The call lasted ninety seconds.

He lowered the phone. Looked at her. And the expression on his face, the expression she’d see in the dark behind her eyelids for weeks, the expression that would make her want to scream and weep and shake him until the walls fell again, was a mask. Not blank. Worse than blank. Composed. Deliberate. The face of a man who had chosen, in the ninety seconds of a phone call, to undo everything the kiss had built.

“Alexei has found a candidate,” he said. His voice was level. Almost steady.
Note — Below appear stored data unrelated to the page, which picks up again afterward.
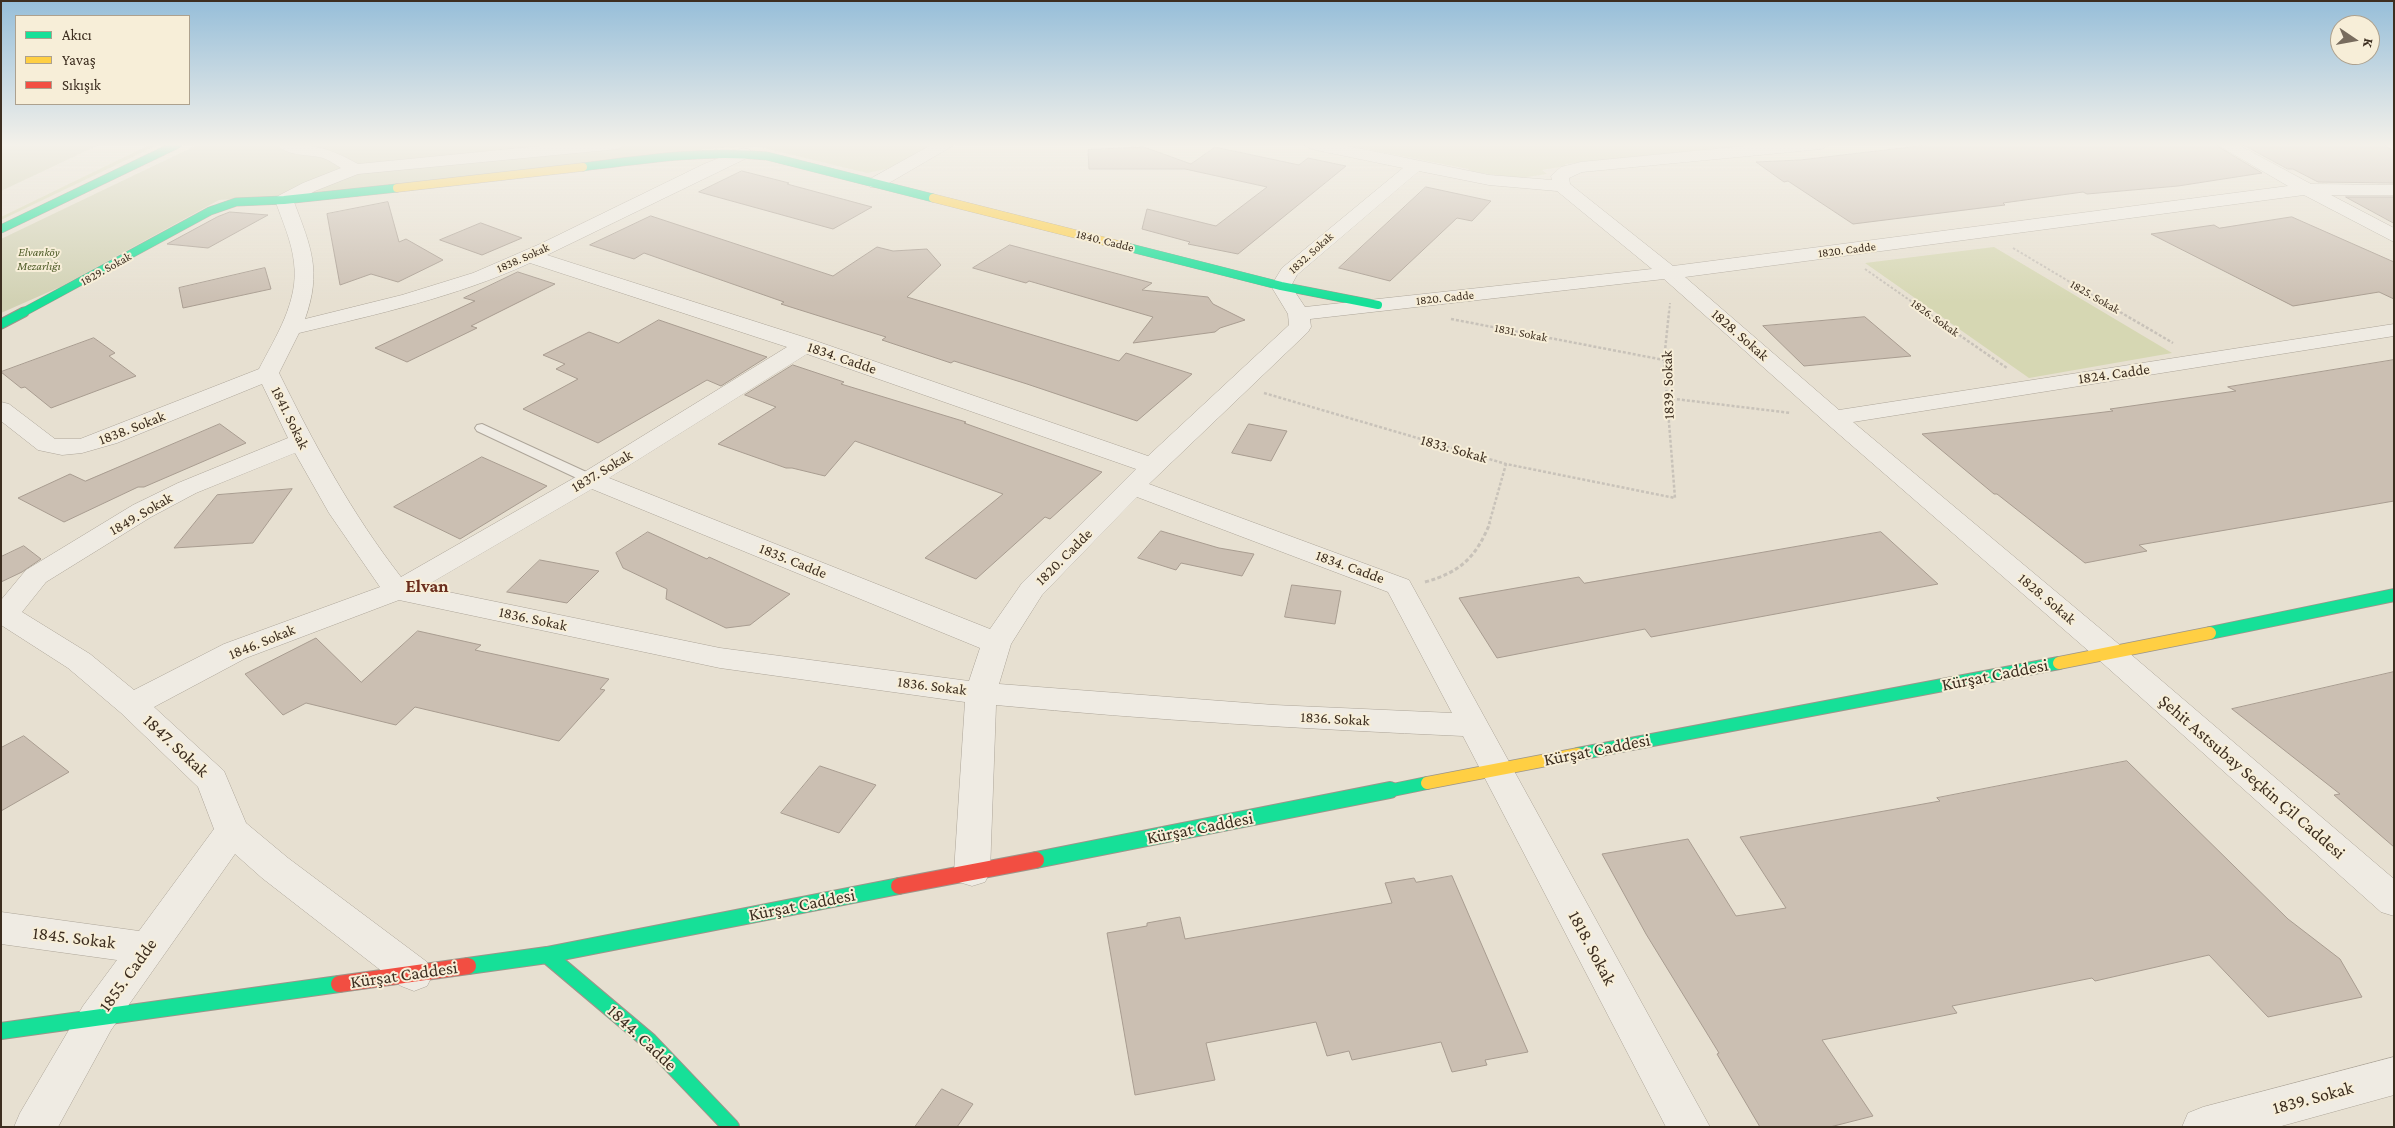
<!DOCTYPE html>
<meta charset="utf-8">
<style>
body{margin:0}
#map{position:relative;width:2395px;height:1128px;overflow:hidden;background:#e7e0d1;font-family:"Crimson Pro",serif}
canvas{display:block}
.frame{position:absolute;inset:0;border:2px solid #3d2e20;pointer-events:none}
.legend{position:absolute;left:15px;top:15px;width:175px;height:90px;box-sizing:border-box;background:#f7eed8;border:1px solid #ada18e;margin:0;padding:6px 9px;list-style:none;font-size:15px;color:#3d2e20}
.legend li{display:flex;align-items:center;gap:10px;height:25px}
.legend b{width:25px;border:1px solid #ada18e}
.north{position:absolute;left:2330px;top:15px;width:50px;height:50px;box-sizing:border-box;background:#f7eed8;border:1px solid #ada18e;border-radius:50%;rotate:102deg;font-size:14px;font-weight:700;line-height:20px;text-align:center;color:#3d2e20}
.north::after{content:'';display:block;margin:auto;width:18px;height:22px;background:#786c5e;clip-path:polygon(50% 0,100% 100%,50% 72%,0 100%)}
</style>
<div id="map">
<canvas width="2395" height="1128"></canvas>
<div class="frame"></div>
<ul class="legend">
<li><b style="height:6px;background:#16e098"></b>Akıcı</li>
<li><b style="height:6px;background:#ffcf43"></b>Yavaş</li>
<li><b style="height:6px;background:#f24e42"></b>Sıkışık</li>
</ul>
<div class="north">K</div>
</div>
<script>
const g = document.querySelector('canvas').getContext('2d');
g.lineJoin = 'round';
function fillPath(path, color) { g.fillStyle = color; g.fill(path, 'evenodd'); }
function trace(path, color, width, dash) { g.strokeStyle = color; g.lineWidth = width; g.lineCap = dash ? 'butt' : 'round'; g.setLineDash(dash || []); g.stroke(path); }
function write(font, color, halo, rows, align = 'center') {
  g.font = font + ' "Crimson Pro",serif'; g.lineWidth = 4; g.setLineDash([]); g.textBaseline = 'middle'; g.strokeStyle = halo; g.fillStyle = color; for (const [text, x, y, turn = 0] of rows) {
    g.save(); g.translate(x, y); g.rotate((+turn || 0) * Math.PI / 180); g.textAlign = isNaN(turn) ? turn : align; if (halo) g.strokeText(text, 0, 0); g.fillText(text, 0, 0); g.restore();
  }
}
fillPath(new Path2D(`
 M151,144H160L1,220V217Z
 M724,144H934L887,169L867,173L759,147L719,148Z
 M1339,144H1768L1565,164L1566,166L1542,170L1547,174L1521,178L1472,172L1468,169Z
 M1994,247L2172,353L2029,378L1865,263Z`), '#d6d7b3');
fillPath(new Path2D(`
 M1,144H101L1,191Z
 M199,144H724L719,148L317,194L219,200L60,287L1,313V239Z`), '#d1d1b3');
const building = new Path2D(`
 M1936,144H2214L2262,173L2178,186L2087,194L2083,192L2003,203L2005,205L1853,224L1788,181L1784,182L1756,162L1800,160Z
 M2242,144H2382L2394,151V183L2318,182L2293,169H2288Z
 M1144,147L1191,164L1215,147L1299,165L1308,158L1346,166L1238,254L1188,244L1190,242L1142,229L1147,209L1216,226L1267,187L1185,169H1089L1088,150Z
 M742,171L789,183L787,184L872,207L833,229L699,192Z
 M1426,187L1491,201L1472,221L1457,218L1390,281L1339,268Z
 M2346,197H2394V223Z
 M388,202L399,242L406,239L443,260L398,282L371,274L340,285L327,214Z
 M230,212L268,215L208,248L167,244L217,217Z
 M651,216L833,276L877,247L893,251L927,249L941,265L907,297L1119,361L1126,353L1192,374L1137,421L1027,384L954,361L951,363L882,340L886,337L781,304L784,302L644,253L634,259L590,245Z
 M2292,217L2394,262V299L2379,292L2293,306L2151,234L2214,225L2219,228Z
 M481,223L522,238L482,255L440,240Z
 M1010,245L1152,283L1142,290L1208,297L1213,304L1245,320L1220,328L1215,332L1133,343L1153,317L1029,281L1026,283L973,268Z
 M265,268L271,289L183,308L179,288Z
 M518,272L555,284L471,326L477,328L407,362L375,348L475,301L464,298Z
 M1865,317L1911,356L1804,366L1763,326Z
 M659,320L767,357L721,386L707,380L598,443L523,409L578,379L556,369L565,364L543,355L589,332L618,343Z
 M94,338L115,353L109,356L136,376L51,408L25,387L21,388L1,372Z
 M2394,360V501L2139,545L2147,551L2085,563L1997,494H1994L1922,434L2113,411L2110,409L2236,391L2228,387Z
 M793,365L844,382L841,384L966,422L964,423L1102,472L1050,519L1045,517L976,579L925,558L1003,494L855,441L825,476L792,468H786L718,444L776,407L745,395Z
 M220,424L246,443L144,487H138L64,522L18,498L70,474L85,481Z
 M1249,424L1287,431L1271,461L1232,453Z
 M482,457L547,486L460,539L394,507Z
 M292,489L253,543L174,548L217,495Z
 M1161,531L1219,548L1254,554L1242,576L1181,563L1176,570L1138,558Z
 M648,532L707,559L709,557L790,594L750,625L726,628L666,599L667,589L623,568L616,553Z
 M1881,532L1938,584L1651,637L1645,629L1497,658L1459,598L1579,577L1584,583Z
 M24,546L41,559L22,572L1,582V557Z
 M540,560L599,571L567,603L507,592Z
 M1292,585L1341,591L1335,624L1285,617Z
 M418,631L481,645L475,650L609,679L600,689L605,690L559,741L415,707L396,725L306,703L283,715L245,674L316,638L361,682Z
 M2394,672V847L2334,795L2340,794L2232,709Z
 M24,736L69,772L1,811V748Z
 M2127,761L2288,919L2340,959L2362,997L2268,1017L2209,955L2095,981L2092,978L1952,1006L1957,1013L1822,1040L1873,1116L1830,1127H1760L1717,1054L1719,1053L1646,934L1602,854L1688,839L1736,916L1786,908L1740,837L1940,801L1937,798Z
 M820,766L876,785L839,833L781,813Z
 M1452,876L1528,1052L1485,1060L1487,1065L1452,1072L1441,1042L1352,1060L1349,1051L1327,1056L1316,1022L1206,1043L1215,1080L1135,1095L1107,933L1147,926V923L1180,917L1185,939L1392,903L1385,883L1414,878L1416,882Z
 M942,1089L973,1104L957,1127H915Z`);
fillPath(building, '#cbbfb2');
trace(building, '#a89c90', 1);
const lane = new Path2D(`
 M482,424L595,476L597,479L595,482H585L477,431L475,428L477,425Z`);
const street = new Path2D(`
 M277,144C311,144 328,147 358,164L561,144H626L618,149L358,174L315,191L294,202C311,247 322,271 305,319L402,295L473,273L540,244L704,164L743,148L749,149L751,153L749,157L547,255L813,340L1148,456L1289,325L1288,314L1271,286L1282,268L1403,168L1311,149L1303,144H1338L1489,175L1552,180L1551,176L1561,167L1581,162L1765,144H1830L1822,149L1582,172L1569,178L1570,184L1673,266L2288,186L2216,144H2237L2311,184L2394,185V195H2331L2394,228V242L2304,195L1685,277L1839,410L2394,324V336L1853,422L2121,646L2394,879V916L2381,912L2099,660L1826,423L1664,279L1310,319L1311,327L1308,332L1149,484L1409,580L1710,1127H1666L1463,736C1307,729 1152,720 996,705L990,872L985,882L972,886L959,882L954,872L965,702L720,668L399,600L246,658L154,707L224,771L246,823L288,858L427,962L433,974L427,986L414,991L401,986L262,878L235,854L111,1030L58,1127H14L20,1113L83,1006L117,960L1,944V912L139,931L214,829L198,787L121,713L68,668L1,625V600L26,570L133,505L178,483L288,438L262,384L117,443L82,453L62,455L38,450L1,421V402L9,404L55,439H80L259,369C276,336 299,301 294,263C292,242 282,220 275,200L278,196L303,183L341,168C336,165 329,160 323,158C310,154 286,157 277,144ZM1419,171L1489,185L1557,191L1652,269L1305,307L1291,286L1297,275ZM530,263L787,347L581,474L401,577C352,514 314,444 279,373L299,333C378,314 456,297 530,263ZM807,354L1136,469L1022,583L990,629L609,478ZM295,453L329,513L380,587L224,644L134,690L90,654L22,612L46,582L151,517L196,493ZM592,489L980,648L969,681L720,648L424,587ZM1137,497L1388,592L1452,713L1274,705L999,684L1011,644L1042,595Z
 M933,144H956L882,187H870L867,183L870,179Z
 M2394,1057V1095L2278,1127H2182L2188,1113L2203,1107Z`);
const fastFar3 = new Path2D(`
 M583,167C645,159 705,150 767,156L933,198
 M1,229L178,144
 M1127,247L1281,286L1378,305
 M22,313L210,211L236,202L284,200L397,188`);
const fastFar2 = new Path2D(`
 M1,324L24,312`);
const fastFar1 = new Path2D(`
 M2210,633L2394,595
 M1578,754L2059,663
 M1383,792L1427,783`);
const fast = new Path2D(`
 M1036,860L1390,790
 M547,955L649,1041L731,1127
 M468,966L547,955L899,886
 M1,1031L339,984`);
const slowFar1 = new Path2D(`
 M397,188L583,167
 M933,198L1127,247`);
const slow = new Path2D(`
 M2059,663L2210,633
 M1427,783L1578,754`);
const jam = new Path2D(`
 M899,886L1036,860
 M339,984L468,966`);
trace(lane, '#ada599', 2);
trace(street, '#ada599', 1);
trace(fastFar3, '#9c958a', 9);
trace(fastFar2, '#9c958a', 11);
trace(fastFar1, '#9c958a', 14);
trace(fast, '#9c958a', 18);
trace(slowFar1, '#9c958a', 9);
trace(slow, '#9c958a', 14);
trace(jam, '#9c958a', 18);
trace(new Path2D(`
 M2013,248L2122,313
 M1865,269L1928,313
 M1669,313L1670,303`), '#c8c2b9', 2, [2.5, 2]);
trace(new Path2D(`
 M1926,312L2007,368
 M2120,312L2173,343
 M1451,319L1664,360
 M1264,393L1506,464L1675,498L1664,360L1669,312
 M1667,398L1791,413
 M1489,524L1506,464`), '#c8c2b9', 2.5, [3, 2]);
trace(new Path2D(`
 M1425,582C1461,572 1476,557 1490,523`), '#c8c2b9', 3, [4, 2.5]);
fillPath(lane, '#efebe3');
fillPath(street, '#efebe3');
trace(fastFar3, '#16e098', 8);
trace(fastFar2, '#16e098', 9);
trace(fastFar1, '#16e098', 12);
trace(fast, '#16e098', 16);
trace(slowFar1, '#ffcf43', 8);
trace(slow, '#ffcf43', 12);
trace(jam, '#f24e42', 16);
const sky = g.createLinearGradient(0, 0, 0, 302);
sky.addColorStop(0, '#96bed9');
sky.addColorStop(0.48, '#f4f1ea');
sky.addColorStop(1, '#f4f1ea00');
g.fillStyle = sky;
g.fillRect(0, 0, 2395, 302);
write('12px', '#3d2e20', '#f7eed8', [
 ["1840. Cadde",1105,241,14],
 ["1820. Cadde",1847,250,-7],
 ["1832. Sokak",1311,253,-42],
 ["1838. Sokak",523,258,-24],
 ["1829. Sokak",106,269,-29],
 ["1825. Sokak",2095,297,30],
 ["1820. Cadde",1445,298,-6],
 ["1826. Sokak",1935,318,35],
 ["1831. Sokak",1521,333,11]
]);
write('italic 12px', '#4d5a26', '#f7eed8', [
 ["Elvanköy",39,252],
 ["Mezarlığı",39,266]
]);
write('15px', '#3d2e20', '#f7eed8', [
 ["1828. Sokak",1740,335,41],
 ["1834. Cadde",842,358,19],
 ["1824. Cadde",2114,374,-8],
 ["1839. Sokak",1668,385,-92],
 ["1841. Sokak",290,418,64],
 ["1838. Sokak",132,428,-21],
 ["1833. Sokak",1454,449,16],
 ["1837. Sokak",602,471,-31],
 ["1849. Sokak",141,514,-30],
 ["1820. Cadde",1064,557,-45],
 ["1835. Cadde",793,561,22],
 ["1834. Cadde",1350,567,20],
 ["1828. Sokak",2047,599,40],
 ["1836. Sokak",533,619,12],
 ["1846. Sokak",262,642,-22],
 ["1836. Sokak",932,686,7],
 ["1836. Sokak",1335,719,3]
]);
write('bold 18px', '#6b2e1e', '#f7eed8', [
 ["Elvan",427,586]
]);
write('18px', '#3d2e20', '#f7eed8', [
 ["Kürşat Caddesi",1995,675,-11],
 ["1847. Sokak",176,746,43],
 ["Kürşat Caddesi",1597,750,-11],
 ["Şehit Astsubay Seçkin Çil Caddesi",2252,777,41],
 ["Kürşat Caddesi",1200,828,-11],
 ["Kürşat Caddesi",802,905,-11],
 ["1845. Sokak",74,938,7],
 ["1818. Sokak",1592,948,62],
 ["1855. Cadde",128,975,-54],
 ["Kürşat Caddesi",404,975,-8],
 ["1844. Cadde",642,1038,43],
 ["1839. Sokak",2313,1098,-15]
]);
</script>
If she hadn’t been standing close enough to see the vein in his throat pulsing at twice the rate his tone suggested, she might have believed he meant it. “A good man. Clean. Law enforcement background. No connections to our world.”

She stared at him.

He had kissed her. He had held her face in his shaking hands and murmured Russian into her mouth and pressed his forehead against hers and breathed her air and kissed her like she was oxygen, like she was the only breathable thing at forty thousand feet, and now he was standing in the dark cabin with his phone in his hand telling her that his brother had found her a husband.

“You’re serious.”

“The introduction will be on your next layover. Alexei will arrange it.”

“You’re serious.”

He looked at her. And in the half-second before the mask finished forming, in the hairline crack between what he was saying and what his eyes were screaming, she saw it. The devastation. The cost. The look of a man committing an act of violence against himself and calling it honour.

Then the mask closed. The crack sealed. He sat down. Picked up his folio. Opened it to a page he wasn’t going to read.

“You should get some rest,” he said. “We land in three hours.”

She stood in the aisle. The air where his forehead had been against hers was cold. The Russian he had murmured against her mouth was fading, not the memory of it, which would never fade, but the vibration, the physical resonance, the way her lips had felt the words even though she hadn’t understood them.

She didn’t speak. She went to the galley. Drew the curtain.

She stood in the dark with her hands on the counter and her eyes closed and the taste of him still on her mouth and she thought: He kissed me like I was the only thing in the world and he’s still going to give me away.

She thought: I’m not going to let him.

She thought: Whatever Alexei has found, whoever this man is, whatever clean, law-enforcement, connection-free candidate they put in front of me, I’ll sit across from him and I’ll smile and I’ll be polite and I’ll think about the sound Andrei Almazov makes when his walls come down, and I’ll know that no amount of clean hands will ever make me forget it.

She pressed her forehead against the cold steel of the galley cabinet.

Three hours to landing.

The taste of him didn’t fade.

Chapter 7

SHE WAS DONE PLAYINGby his rules.

The candidate introduction was scheduled for the Lisbon layover, four days away, three flights between now and then, three sealed cabins in which Andrei Almazov would sit in his seat and work and drink coffee and maintain the exclusion zone and pretend that he hadn’t kissed her in the dark and murmured Russian into her mouth and shaken against her like a man coming apart at the seams. Three flights in which he’d be composed and professional and armoured and she’d pour his champagne and clear his cup and be a good crew member and accept, gracefully, the slow-motion humiliation of being handed to a stranger by a man who had held her face in his trembling hands and called her oxygen.

She wasn’t going to be graceful about it.

She wasn’t going to be professional.

She was going to make every minute of the next three flights so unbearable for Andrei Almazov that by the time Alexei’s clean, law-enforcement-background, no-connections-to-our-world candidate sat across from her in some Lisbon restaurant, the man who had put her there would know exactly what he was losing.

The first flight was Monaco to Zurich. Three hours. Routine.

She didn’t change her service. She didn’t add words or touches or any of the obvious escalations that would have given him theability to name what she was doing and ask her to stop. She changed the geometry.